Only the lines holding "Kasangulu" are wanted here; copy each from the listing.
[Opening Records shown section]
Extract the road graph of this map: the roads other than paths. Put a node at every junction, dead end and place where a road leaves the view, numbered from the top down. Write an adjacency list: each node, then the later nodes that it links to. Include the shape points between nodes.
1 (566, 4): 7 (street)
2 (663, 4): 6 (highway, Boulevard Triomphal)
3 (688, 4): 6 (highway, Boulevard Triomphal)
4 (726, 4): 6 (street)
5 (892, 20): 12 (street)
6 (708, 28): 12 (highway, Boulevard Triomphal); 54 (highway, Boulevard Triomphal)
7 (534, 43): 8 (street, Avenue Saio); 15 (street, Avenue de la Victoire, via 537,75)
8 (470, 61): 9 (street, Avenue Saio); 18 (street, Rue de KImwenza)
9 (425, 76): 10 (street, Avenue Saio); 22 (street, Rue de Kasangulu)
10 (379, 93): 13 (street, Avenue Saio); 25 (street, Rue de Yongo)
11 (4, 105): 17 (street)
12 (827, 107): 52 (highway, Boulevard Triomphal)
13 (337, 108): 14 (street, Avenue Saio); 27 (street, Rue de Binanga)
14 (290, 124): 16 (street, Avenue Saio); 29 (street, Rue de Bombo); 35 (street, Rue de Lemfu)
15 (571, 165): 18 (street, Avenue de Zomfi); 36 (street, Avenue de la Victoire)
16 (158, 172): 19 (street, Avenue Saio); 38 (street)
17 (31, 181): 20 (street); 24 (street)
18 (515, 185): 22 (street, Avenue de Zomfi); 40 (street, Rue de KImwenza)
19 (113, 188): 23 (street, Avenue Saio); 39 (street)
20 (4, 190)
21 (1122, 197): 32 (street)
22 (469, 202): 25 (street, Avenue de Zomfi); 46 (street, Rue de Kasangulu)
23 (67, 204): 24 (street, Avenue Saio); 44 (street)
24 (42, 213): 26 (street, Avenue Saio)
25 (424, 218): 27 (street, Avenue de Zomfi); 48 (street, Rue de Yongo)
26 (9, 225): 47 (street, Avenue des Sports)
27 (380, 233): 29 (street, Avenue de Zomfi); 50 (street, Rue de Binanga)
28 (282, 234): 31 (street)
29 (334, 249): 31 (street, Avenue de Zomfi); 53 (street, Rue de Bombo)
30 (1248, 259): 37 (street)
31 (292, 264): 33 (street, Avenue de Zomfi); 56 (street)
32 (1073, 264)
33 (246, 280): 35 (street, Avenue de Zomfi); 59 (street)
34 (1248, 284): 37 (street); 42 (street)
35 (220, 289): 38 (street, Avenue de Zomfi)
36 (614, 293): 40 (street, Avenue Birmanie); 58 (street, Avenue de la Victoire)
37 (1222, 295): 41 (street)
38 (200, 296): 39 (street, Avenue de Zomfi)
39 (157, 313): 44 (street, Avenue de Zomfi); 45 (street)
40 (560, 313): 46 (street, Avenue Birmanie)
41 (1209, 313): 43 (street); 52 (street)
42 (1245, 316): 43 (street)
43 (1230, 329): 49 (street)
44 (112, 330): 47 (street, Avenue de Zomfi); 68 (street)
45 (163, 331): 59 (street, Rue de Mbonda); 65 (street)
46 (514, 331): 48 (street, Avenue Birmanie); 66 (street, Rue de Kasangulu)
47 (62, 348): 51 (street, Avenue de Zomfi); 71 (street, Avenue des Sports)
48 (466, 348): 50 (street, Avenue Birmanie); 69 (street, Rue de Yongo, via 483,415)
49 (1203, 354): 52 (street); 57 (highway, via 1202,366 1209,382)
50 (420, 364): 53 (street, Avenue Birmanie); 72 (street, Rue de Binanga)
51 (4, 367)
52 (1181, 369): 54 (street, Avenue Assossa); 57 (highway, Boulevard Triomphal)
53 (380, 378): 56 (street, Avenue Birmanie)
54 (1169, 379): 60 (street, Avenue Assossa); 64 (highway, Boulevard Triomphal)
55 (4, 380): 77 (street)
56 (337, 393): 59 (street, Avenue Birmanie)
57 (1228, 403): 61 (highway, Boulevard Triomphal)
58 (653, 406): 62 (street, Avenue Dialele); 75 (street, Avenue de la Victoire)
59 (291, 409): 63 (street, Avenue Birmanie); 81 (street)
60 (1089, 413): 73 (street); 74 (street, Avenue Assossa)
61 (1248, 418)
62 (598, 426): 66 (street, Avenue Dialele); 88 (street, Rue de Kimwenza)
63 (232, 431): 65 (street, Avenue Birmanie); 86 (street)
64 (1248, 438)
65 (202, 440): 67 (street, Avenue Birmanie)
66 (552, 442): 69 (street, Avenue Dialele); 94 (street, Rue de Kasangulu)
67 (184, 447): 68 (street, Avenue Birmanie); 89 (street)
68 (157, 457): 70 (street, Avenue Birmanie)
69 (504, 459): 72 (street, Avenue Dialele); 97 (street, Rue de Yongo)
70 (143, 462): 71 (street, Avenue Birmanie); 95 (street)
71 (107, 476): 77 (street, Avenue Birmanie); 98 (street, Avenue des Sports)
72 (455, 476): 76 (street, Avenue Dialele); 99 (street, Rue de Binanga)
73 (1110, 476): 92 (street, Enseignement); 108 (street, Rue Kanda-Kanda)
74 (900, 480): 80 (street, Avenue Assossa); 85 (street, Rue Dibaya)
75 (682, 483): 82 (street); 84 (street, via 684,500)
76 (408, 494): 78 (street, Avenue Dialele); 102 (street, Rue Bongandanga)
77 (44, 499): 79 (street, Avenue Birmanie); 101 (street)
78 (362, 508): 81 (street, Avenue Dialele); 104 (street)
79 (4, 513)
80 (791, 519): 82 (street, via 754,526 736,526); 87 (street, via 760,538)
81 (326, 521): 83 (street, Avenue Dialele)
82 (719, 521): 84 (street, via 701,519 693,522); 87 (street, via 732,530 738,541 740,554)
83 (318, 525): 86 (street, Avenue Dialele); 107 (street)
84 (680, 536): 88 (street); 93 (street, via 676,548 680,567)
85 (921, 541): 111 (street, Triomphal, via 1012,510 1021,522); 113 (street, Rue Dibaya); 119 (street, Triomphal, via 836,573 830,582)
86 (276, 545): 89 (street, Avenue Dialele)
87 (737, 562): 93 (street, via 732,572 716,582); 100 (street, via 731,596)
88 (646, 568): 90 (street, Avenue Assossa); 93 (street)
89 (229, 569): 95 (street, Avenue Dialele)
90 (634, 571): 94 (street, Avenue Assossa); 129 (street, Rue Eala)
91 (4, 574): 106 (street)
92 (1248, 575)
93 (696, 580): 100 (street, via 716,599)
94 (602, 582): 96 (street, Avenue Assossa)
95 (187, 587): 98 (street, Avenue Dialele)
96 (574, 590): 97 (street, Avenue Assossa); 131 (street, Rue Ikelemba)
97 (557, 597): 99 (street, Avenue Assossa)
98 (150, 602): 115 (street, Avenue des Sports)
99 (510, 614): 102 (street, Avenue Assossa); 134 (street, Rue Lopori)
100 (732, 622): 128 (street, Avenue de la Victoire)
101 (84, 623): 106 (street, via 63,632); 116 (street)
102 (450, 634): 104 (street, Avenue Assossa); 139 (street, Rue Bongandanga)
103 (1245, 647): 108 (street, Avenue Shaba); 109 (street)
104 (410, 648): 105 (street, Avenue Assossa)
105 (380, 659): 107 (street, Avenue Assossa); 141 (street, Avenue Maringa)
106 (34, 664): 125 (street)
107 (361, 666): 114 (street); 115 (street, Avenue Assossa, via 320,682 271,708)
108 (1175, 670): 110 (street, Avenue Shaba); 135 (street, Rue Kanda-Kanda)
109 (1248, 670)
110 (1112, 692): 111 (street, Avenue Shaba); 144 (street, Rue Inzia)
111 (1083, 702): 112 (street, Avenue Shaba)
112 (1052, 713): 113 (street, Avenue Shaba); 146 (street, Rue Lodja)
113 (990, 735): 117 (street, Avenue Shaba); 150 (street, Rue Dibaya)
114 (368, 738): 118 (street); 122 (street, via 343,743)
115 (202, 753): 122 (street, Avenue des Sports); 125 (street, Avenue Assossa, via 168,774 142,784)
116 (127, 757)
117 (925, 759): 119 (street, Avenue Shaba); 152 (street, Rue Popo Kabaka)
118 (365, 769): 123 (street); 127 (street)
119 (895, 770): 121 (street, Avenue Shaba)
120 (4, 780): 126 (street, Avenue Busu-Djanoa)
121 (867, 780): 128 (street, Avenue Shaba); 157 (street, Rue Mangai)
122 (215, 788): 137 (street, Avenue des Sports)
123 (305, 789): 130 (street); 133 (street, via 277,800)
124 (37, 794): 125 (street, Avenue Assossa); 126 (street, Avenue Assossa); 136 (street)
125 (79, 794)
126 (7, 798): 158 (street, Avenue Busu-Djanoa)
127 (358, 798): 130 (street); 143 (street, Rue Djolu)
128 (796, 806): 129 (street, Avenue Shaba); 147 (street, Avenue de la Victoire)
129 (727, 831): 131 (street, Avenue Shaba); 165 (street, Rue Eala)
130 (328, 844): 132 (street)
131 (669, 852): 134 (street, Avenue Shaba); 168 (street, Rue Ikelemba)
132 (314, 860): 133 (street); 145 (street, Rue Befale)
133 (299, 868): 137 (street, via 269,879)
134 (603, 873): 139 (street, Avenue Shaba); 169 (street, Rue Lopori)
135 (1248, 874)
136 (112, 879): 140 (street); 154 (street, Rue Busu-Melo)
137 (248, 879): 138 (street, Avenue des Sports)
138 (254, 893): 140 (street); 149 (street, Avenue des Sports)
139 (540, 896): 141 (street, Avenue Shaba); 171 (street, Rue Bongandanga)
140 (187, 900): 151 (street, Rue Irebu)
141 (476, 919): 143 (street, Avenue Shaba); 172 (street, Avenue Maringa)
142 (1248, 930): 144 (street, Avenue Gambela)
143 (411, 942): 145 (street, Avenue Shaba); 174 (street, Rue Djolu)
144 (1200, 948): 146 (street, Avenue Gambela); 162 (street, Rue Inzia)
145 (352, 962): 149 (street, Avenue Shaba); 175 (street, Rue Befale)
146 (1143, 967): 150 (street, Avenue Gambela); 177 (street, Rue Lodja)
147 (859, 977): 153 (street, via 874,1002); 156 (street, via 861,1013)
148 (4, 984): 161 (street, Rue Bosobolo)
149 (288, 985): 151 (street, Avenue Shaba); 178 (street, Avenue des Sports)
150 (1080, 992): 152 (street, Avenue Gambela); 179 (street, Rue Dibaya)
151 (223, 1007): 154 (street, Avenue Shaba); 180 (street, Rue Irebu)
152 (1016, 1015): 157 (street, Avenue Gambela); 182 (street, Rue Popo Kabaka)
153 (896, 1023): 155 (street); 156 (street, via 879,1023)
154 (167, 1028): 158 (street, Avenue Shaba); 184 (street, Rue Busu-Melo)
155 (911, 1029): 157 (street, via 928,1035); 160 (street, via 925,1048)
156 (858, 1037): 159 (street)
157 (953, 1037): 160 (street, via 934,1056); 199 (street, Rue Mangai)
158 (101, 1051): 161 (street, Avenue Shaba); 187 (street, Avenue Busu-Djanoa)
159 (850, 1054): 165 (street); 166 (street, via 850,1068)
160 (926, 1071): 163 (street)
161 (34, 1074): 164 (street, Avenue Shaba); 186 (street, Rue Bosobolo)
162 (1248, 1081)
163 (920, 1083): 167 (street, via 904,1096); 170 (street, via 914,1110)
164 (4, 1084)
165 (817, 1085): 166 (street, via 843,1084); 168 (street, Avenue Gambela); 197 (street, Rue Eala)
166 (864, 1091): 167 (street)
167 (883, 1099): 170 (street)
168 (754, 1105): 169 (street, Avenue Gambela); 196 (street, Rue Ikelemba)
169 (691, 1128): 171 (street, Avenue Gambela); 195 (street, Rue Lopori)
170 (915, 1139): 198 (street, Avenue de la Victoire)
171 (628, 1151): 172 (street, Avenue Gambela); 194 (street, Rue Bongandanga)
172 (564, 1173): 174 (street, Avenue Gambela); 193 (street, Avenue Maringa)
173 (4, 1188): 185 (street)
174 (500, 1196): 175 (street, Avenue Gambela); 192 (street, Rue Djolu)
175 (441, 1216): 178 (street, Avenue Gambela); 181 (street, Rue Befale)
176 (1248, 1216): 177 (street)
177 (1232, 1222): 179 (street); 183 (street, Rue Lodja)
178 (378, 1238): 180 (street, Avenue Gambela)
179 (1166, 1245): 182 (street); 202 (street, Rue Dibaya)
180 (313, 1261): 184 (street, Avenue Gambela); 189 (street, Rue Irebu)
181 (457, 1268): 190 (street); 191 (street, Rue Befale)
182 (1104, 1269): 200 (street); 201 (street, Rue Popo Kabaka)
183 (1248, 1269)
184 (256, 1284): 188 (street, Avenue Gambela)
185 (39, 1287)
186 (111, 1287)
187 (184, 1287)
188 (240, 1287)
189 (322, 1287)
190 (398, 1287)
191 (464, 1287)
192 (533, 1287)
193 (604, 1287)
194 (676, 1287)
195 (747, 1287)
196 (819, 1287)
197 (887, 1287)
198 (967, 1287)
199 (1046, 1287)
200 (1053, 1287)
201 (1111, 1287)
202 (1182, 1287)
[Closing Records shown section]
→ **The completed task**
9 (425, 76): 10 (street, Avenue Saio); 22 (street, Rue de Kasangulu)
22 (469, 202): 25 (street, Avenue de Zomfi); 46 (street, Rue de Kasangulu)
46 (514, 331): 48 (street, Avenue Birmanie); 66 (street, Rue de Kasangulu)
66 (552, 442): 69 (street, Avenue Dialele); 94 (street, Rue de Kasangulu)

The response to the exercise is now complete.